Nonwovens Institute ramps up to create mask filters and masks for health care workers on the front lines of the coronavirus outbreak.
There’s no shortage of NC State ingenuity when it comes to combatting shortages of personal protective equipment used by health care workers and first responders.
NC State’s Nonwovens Institute (NWI) is using its two research and training pilot production lines to produce face mask materials that will be used to protect medical workers on the front lines of fighting the effects of COVID-19.
Surgical face masks are made with nonwoven materials, says Behnam Pourdeyhimi, executive director of NWI, Wilson College of Textiles associate dean for industry research and extension and William A. Klopman Distinguished Professor.
N95 respirators and surgical masks are generally a sandwich of one or two common nonwoven layers – so-called spunbond layers that provide mask shape and protect the inner filtration layer – combined with a layer of nonwoven meltblown material that serves as the filtration layer and captures microscopic unwanted particles like viruses and bacteria.

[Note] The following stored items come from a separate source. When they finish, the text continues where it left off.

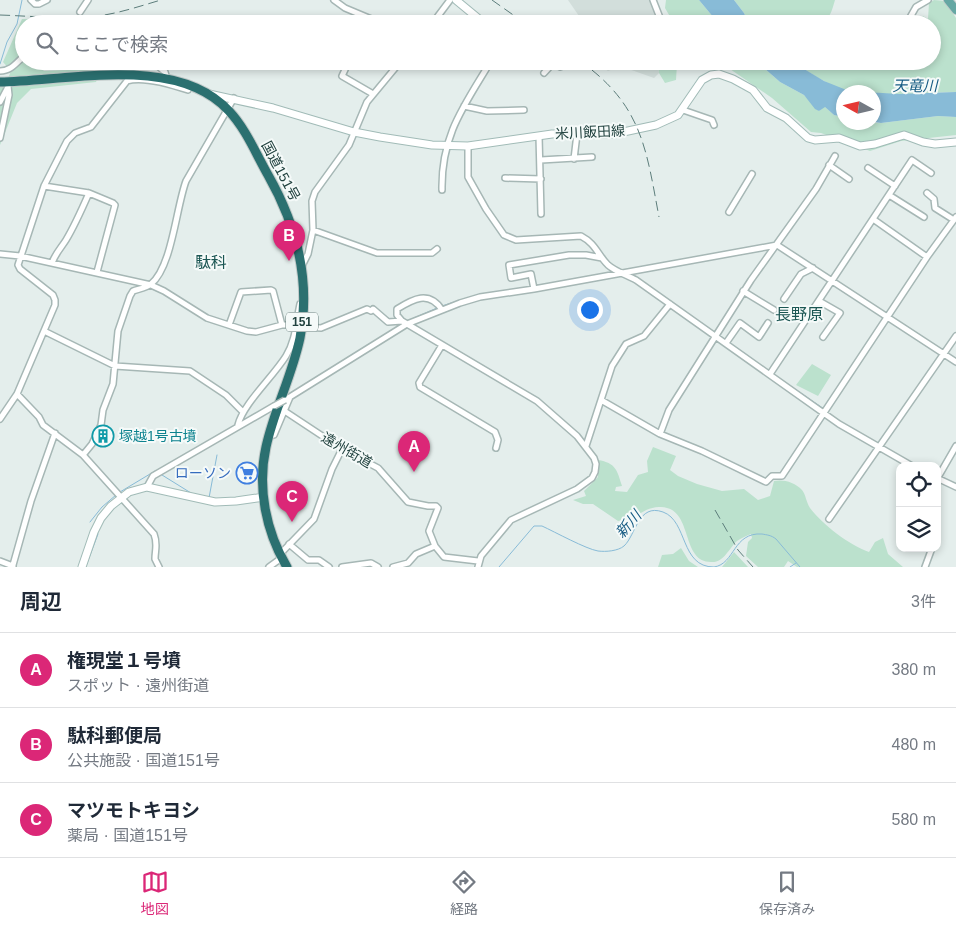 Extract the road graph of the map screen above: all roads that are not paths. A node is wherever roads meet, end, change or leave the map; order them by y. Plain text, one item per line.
1 (31, 0) edge
2 (47, 0) edge
3 (88, 0) edge
4 (334, 0) edge
5 (450, 0) edge
6 (456, 0) edge
7 (653, 0) edge
8 (928, 0) edge
9 (948, 0) edge
10 (956, 10) edge
11 (80, 12) dead end
12 (362, 15) edge
13 (439, 15) edge
14 (474, 15) edge
15 (659, 15) edge
16 (911, 15) edge
17 (15, 65) edge
18 (163, 70) edge
19 (345, 70) edge
20 (393, 70) edge
21 (486, 70) edge
22 (548, 70) edge
23 (2, 71) edge
24 (544, 73) dead end
25 (167, 79) junction
26 (6, 83) edge
27 (198, 88) junction
28 (209, 94) junction
29 (373, 94) junction
30 (234, 98) junction
31 (0, 102) edge
32 (464, 106) junction
33 (228, 110) junction
34 (524, 110) dead end
35 (683, 110) junction
36 (714, 125) dead end
37 (354, 132) junction
38 (577, 134) junction
39 (539, 136) junction
40 (0, 138) edge
41 (956, 142) edge
42 (446, 146) junction
43 (468, 146) junction
44 (835, 156) dead end
45 (592, 157) dead end
46 (574, 159) junction
47 (541, 160) junction
48 (829, 166) junction
49 (868, 168) dead end
50 (931, 173) dead end
51 (752, 174) dead end
52 (505, 178) dead end
53 (849, 178) dead end
54 (541, 179) junction
55 (44, 186) junction
56 (895, 186) junction
57 (442, 190) dead end
58 (89, 193) junction
59 (927, 193) dead end
60 (889, 195) junction
61 (729, 212) dead end
62 (541, 214) dead end
63 (924, 217) dead end
64 (873, 219) junction
65 (955, 219) edge
66 (313, 230) junction
67 (777, 245) junction
68 (437, 249) dead end
69 (0, 254) edge
70 (20, 256) junction
71 (927, 257) junction
72 (602, 258) junction
73 (52, 263) junction
74 (302, 266) junction
75 (813, 268) junction
76 (97, 272) junction
77 (622, 273) junction
78 (833, 281) junction
79 (151, 285) junction
80 (534, 289) junction
81 (744, 291) junction
82 (784, 299) dead end
83 (819, 301) junction
84 (670, 304) junction
85 (442, 310) junction
86 (774, 310) dead end
87 (888, 317) junction
88 (405, 323) junction
89 (768, 323) dead end
90 (229, 325) junction
91 (282, 325) junction
92 (300, 325) junction
93 (44, 331) junction
94 (715, 336) junction
95 (956, 336) edge
96 (823, 337) dead end
97 (726, 343) junction
98 (442, 345) junction
99 (943, 354) junction
100 (956, 362) edge
101 (115, 366) junction
102 (770, 374) junction
103 (17, 394) junction
104 (290, 396) junction
105 (600, 400) junction
106 (283, 410) junction
107 (242, 412) junction
108 (825, 413) junction
109 (0, 419) edge
110 (238, 425) junction
111 (55, 433) junction
112 (660, 434) junction
113 (270, 435) junction
114 (586, 446) junction
115 (956, 446) edge
116 (496, 448) dead end
117 (878, 448) junction
118 (342, 449) junction
119 (83, 455) junction
120 (904, 462) edge
121 (941, 472) edge
122 (941, 481) edge
123 (148, 487) junction
124 (956, 487) edge
125 (121, 497) junction
126 (264, 497) junction
127 (829, 519) dead end
128 (289, 544) junction
129 (435, 546) junction
130 (931, 552) edge
131 (281, 556) junction
132 (478, 560) junction
133 (0, 561) edge
134 (14, 566) edge
135 (82, 567) edge
136 (159, 567) edge
137 (269, 567) edge
138 (287, 567) edge
139 (329, 567) edge
140 (342, 567) edge
141 (378, 567) edge
142 (393, 567) edge
143 (478, 567) edge
144 (925, 567) edge

1 - 2 street
3 - 11 street
4 - 12 street
5 - 13 street
6 - 14 main road
7 - 15 street
8 - 16 street
9 - 10 main road
17 - 23 street
18 - 25 street
19 - 29 street
20 - 29 street
21 - 32 street
22 - 24 street
25 - 26 highway, 国道151号 / 151
25 - 27 highway, 国道151号 / 151
26 - 31 street
26 - 40 street
27 - 28 highway, 国道151号 / 151
27 - 55 street
28 - 30 main road, 米川飯田線
28 - 33 highway, 国道151号 / 151
29 - 37 street
30 - 33 street
30 - 37 main road, 米川飯田線
32 - 34 street
32 - 42 street
33 - 74 highway, 国道151号 / 151
33 - 79 street
35 - 36 street
35 - 38 main road, 米川飯田線
35 - 41 main road, 米川飯田線
37 - 42 main road, 米川飯田線
37 - 66 street
38 - 39 main road, 米川飯田線
38 - 46 street
39 - 43 main road, 米川飯田線
39 - 47 street
42 - 43 main road, 米川飯田線
42 - 57 street
43 - 72 street
44 - 48 street
45 - 46 street
46 - 47 street
47 - 54 street
48 - 53 street
48 - 67 street
49 - 56 street
50 - 56 street
51 - 61 street
52 - 54 street
54 - 62 street
55 - 58 street
55 - 70 street
56 - 60 street
58 - 73 street
58 - 76 street
59 - 65 street
60 - 63 street
60 - 64 street
64 - 71 street
64 - 78 street
65 - 71 street
66 - 68 street
66 - 74 street
67 - 75 street
67 - 77 street
67 - 81 street
69 - 70 street
70 - 73 street
70 - 93 street
71 - 87 street
72 - 77 street
72 - 80 street
73 - 76 street
74 - 92 highway, 国道151号 / 151
75 - 78 street
75 - 82 street
76 - 79 street
77 - 80 street
77 - 84 street
78 - 83 street
78 - 87 street
79 - 90 street
79 - 101 street
80 - 85 street
81 - 86 street
81 - 94 street
83 - 96 street
83 - 102 street
84 - 94 street
84 - 105 street
85 - 88 street
85 - 88 street
87 - 99 street
87 - 108 street
88 - 92 street
88 - 98 street
88 - 104 street
89 - 97 street
90 - 91 street
90 - 91 street
91 - 92 street
92 - 107 street
92 - 113 highway, 国道151号 / 151
93 - 101 street
93 - 103 street
94 - 97 street
94 - 112 street
95 - 99 street
97 - 102 street
98 - 114 street
98 - 116 street
99 - 100 street
99 - 117 street
101 - 107 street
101 - 119 street
102 - 108 street
103 - 109 street
103 - 111 street
104 - 106 street
104 - 110 street, bridge
105 - 112 street
105 - 114 street
106 - 113 street
106 - 118 street, 遠州街道
107 - 110 street
108 - 112 street
108 - 117 street
110 - 123 street
111 - 119 street
111 - 134 street
113 - 126 highway, 国道151号 / 151
114 - 132 street
115 - 121 street
117 - 120 street
117 - 127 street
118 - 128 street
118 - 129 street, 遠州街道
119 - 125 street
122 - 124 street
123 - 125 main road
123 - 126 main road
125 - 135 main road
125 - 136 street
126 - 131 highway, 国道151号 / 151
128 - 131 street
128 - 139 street
129 - 132 street
129 - 142 street
130 - 144 street
131 - 137 street
131 - 138 highway, 国道151号 / 151
132 - 143 street
133 - 134 street
140 - 141 street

But because of the current critical need for masks caused by COVID-19, Pourdeyhimi and his NWI team created a new spunbond material that can serve as an effective filter without the need for a meltblown filtration layer. The unique fabric is composed of two different polymer materials that are combined to make a single fiber with significant strength and bulk – and that shows effectiveness in filtration similar to current materials used.
“Because of the COVID-19 crisis, we took the spunbond technology and created a new generation of unique filters that have excellent filtering capability and can potentially be reused after cleaning with peroxide, or potentially alcohol solution,” Pourdeyhimi said. “Because these materials are strong, unlike classical meltblown filters, they can also be cut and sewn by traditional techniques.”

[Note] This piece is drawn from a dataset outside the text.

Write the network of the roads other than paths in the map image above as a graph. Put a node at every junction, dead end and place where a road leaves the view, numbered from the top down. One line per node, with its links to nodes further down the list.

Typically, one meter of spunbond material provides enough material for about 20 to 25 masks when using the current designs, Pourdeyhimi said. One of the NWI’s production lines started producing 2,000 meters of spunbond material per hour, with the potential to create some 20,000 meters of spunbond material in a day. NWI currently has an agreement to provide large amounts of spunbond nonwoven material to Brooks Brothers, which will make masks at its manufacturing facilities.
NWI’s other production line is a state-of-the-art meltblowing pilot line that will make the classical meltblown material for N95 masks and surgical masks.
“We created a recipe for the production of classical N95 respirator materials and will ship those materials out for industrial partners to convert these into respirators,” Pourdeyhimi said.
The meltblown material takes a bit more time to produce; Pourdeyhimi estimates that his production line can make about 12,000 meters of material in one work shift.
Thanks to support from across the university, Pourdeyhimi says that NC State has ordered machines that will allow the NWI to make surgical masks in its Centennial Campus facilities. Those machines should arrive in the next month.
“We will set these machines up and take our own materials and convert them into masks and provide them to local communities,” Pourdeyhimi said.
Pourdeyhimi said the outpouring of support offered internally by units such as the Office of Research and Innovation, the Office of Finance and Administration, the Office of the Provost, the Wilson College of Textiles and The Kenan Institute, as well as externally by industry partners, has been overwhelming.
ExxonMobil, for example, offered polymer materials to the university at no cost. Mask material production eats up approximately 25,000 pounds of polymer per week. Chemical manufacturing company NatureWorks has also offered polylactic acid (PLA) polymer for this effort. PLA is in short supply, but NatureWorks has secured the supply for NWI to ensure continuous production.
“North Carolina has the largest number of nonwoven companies in the nation, so we are reaching out to them to see if they would also invest in converting machines (that would turn mask materials into masks),” Pourdeyhimi said.
He added that, in order to increase the capacity of meltblown fabrics, “We are looking at possibly changing the way companies are producing things so that we might be able to produce filters that would be useful during this crisis. We are putting a lot of partnerships in place to be able to expand the amount of materials that are available both locally and nationwide.
“I’ve never seen the community come together the way it has.”